WebVan, the victim of big dreams – Ecomotive

In the startup environment, it is a habit to talk about successes to keep our hopes alive for the future, but it is a big mistake to forget the failures of the past and not benefit from the experiences of the past. For this purpose, the Ecomotive team has collected the experiences of a series of failed startups, so that reviewing their failed stories may be a basis for the success of new startups in Iran’s startup community. This collection will be published and made available to the audience in the form of the story of failure. We review the eleventh part of this series, which deals with the failure of the Webvan Group startup.
WebOne was founded by Louis Borders in 1996 during the Internet fever days. He was also one of the founders of Borders bookstore in 1971. Webone in collaboration with engineering company Bechtel, spent 1 billion dollars to build its warehouse and also bought a fleet of trucks to deliver goods to its customers. On the other hand, the shares of his rival company; that’s mean Homegrocer which was not in good condition, he bought it for 1.2 billion dollars.
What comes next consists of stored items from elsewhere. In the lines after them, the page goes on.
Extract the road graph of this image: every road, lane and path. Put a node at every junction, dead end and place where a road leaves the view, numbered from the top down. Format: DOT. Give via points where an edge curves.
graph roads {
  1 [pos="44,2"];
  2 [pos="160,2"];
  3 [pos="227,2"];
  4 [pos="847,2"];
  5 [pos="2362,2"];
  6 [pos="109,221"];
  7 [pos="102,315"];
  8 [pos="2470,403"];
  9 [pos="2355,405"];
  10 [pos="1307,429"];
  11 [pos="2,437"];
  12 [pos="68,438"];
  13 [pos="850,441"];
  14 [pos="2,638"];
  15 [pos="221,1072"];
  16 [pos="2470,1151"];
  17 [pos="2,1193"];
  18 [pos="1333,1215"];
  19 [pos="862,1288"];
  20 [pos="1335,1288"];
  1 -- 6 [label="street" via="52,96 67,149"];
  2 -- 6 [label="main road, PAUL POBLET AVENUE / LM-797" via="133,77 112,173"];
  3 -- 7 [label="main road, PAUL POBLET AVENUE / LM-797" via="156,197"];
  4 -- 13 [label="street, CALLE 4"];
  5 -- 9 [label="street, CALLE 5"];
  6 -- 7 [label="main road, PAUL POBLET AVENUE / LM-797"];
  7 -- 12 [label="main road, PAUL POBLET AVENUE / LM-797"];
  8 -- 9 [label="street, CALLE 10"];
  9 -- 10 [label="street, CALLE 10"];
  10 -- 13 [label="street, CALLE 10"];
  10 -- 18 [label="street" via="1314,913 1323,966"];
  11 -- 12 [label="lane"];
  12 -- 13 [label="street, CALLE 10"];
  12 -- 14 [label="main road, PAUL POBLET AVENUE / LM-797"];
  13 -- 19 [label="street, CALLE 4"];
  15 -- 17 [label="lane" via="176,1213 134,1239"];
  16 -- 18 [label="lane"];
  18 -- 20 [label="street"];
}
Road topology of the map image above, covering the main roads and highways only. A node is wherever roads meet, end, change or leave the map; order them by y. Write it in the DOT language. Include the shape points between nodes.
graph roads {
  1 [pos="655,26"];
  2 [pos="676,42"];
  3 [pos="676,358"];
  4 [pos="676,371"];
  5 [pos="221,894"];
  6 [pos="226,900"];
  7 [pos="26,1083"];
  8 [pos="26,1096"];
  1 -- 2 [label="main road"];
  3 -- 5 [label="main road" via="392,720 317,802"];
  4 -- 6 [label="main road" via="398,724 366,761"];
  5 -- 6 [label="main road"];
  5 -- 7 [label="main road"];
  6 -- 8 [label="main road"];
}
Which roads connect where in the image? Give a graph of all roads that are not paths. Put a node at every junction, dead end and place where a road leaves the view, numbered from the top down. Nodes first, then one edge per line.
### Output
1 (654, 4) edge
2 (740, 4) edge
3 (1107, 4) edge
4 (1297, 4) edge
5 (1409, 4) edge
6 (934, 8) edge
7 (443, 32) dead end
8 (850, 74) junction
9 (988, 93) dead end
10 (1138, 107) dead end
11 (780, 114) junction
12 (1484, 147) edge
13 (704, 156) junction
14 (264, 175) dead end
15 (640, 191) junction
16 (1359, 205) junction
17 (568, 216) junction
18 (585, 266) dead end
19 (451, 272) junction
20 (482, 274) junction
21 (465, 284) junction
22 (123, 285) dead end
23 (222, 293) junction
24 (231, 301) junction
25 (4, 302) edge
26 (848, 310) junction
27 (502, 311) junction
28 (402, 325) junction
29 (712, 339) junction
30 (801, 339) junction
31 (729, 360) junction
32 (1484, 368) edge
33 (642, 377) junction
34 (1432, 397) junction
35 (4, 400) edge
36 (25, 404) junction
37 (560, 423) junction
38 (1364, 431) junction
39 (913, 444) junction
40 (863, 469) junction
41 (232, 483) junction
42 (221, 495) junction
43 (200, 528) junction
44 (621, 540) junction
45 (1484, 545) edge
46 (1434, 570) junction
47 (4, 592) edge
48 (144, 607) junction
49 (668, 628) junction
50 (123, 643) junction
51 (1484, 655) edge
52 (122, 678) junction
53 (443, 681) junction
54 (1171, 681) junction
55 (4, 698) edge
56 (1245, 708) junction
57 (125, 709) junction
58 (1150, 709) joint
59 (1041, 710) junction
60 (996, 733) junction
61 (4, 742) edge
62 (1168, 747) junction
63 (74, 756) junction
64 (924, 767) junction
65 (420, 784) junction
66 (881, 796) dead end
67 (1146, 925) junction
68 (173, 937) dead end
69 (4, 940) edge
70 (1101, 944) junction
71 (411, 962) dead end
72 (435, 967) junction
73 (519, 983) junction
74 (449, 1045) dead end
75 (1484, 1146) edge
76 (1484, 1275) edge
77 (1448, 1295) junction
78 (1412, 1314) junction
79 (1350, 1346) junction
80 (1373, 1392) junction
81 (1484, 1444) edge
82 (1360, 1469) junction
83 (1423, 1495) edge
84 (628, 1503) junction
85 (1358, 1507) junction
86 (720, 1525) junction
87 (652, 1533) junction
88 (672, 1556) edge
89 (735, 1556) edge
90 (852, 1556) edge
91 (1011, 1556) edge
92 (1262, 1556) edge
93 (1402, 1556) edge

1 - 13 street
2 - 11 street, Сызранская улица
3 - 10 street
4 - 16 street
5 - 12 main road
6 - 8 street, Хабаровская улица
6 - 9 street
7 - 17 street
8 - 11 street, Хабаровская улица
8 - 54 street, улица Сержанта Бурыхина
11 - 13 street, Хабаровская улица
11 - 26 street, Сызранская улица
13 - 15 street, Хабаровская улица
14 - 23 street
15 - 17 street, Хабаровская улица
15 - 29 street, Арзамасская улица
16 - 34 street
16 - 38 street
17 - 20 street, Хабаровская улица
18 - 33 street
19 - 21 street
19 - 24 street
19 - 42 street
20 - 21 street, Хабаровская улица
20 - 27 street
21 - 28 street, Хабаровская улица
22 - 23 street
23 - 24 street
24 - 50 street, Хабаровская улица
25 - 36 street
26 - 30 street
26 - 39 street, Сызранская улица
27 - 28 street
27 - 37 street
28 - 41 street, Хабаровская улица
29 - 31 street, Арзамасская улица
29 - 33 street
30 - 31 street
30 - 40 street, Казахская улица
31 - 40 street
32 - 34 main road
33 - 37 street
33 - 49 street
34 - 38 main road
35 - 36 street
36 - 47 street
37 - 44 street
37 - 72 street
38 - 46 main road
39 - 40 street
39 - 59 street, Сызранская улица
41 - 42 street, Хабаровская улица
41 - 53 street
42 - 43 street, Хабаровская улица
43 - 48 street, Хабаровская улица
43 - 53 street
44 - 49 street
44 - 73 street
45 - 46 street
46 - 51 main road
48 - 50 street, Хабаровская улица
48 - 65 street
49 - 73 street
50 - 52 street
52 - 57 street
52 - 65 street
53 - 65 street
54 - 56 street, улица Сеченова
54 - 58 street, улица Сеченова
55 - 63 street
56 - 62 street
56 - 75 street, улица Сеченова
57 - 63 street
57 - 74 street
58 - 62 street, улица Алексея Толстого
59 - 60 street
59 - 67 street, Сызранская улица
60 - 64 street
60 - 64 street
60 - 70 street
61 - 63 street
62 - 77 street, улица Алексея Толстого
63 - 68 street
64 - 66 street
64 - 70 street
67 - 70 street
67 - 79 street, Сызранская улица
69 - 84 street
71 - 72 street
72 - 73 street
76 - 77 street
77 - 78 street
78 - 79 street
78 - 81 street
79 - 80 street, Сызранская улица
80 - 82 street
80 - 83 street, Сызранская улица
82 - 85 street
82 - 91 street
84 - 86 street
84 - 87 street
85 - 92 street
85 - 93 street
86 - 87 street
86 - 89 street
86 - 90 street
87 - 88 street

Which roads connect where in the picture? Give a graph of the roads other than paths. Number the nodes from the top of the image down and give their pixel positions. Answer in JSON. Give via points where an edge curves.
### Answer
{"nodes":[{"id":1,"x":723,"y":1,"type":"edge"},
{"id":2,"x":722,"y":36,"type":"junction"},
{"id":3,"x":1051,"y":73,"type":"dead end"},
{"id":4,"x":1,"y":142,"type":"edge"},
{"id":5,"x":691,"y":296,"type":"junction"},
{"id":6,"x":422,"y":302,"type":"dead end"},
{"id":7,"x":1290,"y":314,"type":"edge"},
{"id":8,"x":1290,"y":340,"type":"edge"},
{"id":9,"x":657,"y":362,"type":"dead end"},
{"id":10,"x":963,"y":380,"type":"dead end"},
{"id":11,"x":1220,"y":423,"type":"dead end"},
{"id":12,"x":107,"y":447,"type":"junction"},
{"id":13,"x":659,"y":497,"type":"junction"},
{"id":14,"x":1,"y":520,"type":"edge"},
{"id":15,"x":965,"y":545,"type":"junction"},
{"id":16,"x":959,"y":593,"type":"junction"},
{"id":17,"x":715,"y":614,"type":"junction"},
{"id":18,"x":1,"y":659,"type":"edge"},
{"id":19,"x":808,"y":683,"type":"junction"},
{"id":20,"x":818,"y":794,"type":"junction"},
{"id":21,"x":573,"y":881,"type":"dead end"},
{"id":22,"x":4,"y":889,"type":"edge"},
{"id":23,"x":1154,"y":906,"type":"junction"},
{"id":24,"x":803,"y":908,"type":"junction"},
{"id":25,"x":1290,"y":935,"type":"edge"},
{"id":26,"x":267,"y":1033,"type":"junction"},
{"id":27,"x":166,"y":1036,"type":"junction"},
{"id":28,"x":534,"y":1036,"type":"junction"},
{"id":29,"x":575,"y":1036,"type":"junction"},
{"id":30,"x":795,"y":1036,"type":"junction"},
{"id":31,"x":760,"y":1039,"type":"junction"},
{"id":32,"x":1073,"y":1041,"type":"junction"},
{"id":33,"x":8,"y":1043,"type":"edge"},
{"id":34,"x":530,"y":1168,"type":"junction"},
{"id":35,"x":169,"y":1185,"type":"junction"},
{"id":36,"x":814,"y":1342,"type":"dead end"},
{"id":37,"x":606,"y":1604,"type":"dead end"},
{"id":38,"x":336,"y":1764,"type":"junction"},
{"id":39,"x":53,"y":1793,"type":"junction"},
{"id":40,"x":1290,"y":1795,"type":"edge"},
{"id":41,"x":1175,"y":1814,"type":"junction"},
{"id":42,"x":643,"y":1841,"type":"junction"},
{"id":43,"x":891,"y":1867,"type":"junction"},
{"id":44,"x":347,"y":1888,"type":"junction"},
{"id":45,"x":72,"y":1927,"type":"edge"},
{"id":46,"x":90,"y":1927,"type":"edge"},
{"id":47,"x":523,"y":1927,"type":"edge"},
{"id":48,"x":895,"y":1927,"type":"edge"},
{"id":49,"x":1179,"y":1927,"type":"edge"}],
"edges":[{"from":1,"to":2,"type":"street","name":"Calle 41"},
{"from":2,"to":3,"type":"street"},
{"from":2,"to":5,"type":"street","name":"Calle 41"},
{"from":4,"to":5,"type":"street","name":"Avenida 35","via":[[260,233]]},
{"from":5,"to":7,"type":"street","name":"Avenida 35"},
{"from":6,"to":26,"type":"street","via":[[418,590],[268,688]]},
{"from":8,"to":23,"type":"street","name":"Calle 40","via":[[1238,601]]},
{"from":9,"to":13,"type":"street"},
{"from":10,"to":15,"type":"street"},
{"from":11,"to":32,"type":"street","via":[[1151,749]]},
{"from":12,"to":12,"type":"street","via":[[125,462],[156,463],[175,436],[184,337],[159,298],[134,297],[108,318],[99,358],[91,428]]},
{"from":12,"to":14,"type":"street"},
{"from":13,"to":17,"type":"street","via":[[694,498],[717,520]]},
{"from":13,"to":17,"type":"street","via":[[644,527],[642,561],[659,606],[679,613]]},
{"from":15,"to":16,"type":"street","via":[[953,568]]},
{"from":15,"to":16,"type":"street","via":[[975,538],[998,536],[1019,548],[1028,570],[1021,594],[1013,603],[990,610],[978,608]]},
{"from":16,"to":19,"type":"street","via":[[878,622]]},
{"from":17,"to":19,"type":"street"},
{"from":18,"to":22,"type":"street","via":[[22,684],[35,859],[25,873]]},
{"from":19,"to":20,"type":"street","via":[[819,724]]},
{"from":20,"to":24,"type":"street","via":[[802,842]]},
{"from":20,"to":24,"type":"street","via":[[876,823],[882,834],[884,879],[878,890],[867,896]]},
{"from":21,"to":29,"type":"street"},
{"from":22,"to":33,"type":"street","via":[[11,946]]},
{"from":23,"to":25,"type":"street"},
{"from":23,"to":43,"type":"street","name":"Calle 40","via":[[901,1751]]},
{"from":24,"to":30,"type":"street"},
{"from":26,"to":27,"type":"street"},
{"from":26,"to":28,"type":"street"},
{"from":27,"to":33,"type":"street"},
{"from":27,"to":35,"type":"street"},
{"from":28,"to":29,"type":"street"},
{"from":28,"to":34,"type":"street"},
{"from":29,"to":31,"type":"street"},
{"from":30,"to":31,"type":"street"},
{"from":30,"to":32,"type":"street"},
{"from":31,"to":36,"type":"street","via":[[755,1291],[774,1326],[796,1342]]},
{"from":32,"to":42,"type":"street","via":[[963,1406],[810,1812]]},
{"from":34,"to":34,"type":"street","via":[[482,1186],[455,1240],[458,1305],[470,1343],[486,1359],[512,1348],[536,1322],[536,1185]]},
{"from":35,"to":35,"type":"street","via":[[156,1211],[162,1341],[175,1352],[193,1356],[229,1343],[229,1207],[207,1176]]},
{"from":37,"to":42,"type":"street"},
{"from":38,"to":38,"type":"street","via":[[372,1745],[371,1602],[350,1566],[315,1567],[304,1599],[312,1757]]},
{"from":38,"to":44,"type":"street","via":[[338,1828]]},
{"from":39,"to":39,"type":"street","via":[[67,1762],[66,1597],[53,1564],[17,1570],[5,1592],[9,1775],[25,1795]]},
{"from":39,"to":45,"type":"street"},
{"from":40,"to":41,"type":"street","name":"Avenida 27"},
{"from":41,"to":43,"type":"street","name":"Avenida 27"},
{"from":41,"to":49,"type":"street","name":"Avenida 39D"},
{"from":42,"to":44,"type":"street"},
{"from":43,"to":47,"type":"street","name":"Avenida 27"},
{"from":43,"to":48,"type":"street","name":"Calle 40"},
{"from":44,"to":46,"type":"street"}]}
investment Benchmark And Sequoia Each of them invested 3.5 million dollars in the first round (Series A) in 1997 and bought each share for 9.58 cents. Later, other investors entered the field with much more funds (including Yahoo with 10 million dollars). The total of these investments in Webone reached 396 million dollars. The company raised another $375 million in an initial public offering in November 1999, valuing the company at $4.8 billion. At that time, the company reported cumulative revenue of $395,000 and a cumulative net loss of over $50 million.
At its peak in 2000, WebOne had $178.5 million in sales but spent $525.4 million.
At its peak, the company operated in more than ten American markets: San Francisco, Dallas, San Diego, Los Angeles, Chicago, Seattle, Portland, Oregon, Atlanta, Georgia, Sacramento, Orange Country and California; with the hope of increasing this figure to 26 cities by 2001.
Investors put a lot of pressure on the company to reach profitability sooner. The same pressure and rapid growth later plagued Webvan, so that Cnet He called this business one of the biggest failures in history.
None of the company’s senior managers or investors, as well as the CEO himself, had any experience in the supermarket industry, even though George Shahin joined this company from the head of the consulting office. Andersen He had resigned. Webon had to pay Shaheen a high salary because he earned $4 million a year in his previous position. Shaheen resigned as CEO of the company in April 2001 when WebOne was about to close.
The company lost more than $800 million and in June 2001, filed for Chapter 11 bankruptcy protection, laying off 2,000 employees. And as part of the company’s closing process, all non-perishable food was donated to local food banks.
Webvan entered the field of Internet retail when there was no high-speed Internet in homes and Internet business had not yet reached its maturity stage. But all the legacy left behind from this pioneering company are the colorful boxes for carrying its goods in homes and distinctive looking vans that have now taken on a new color.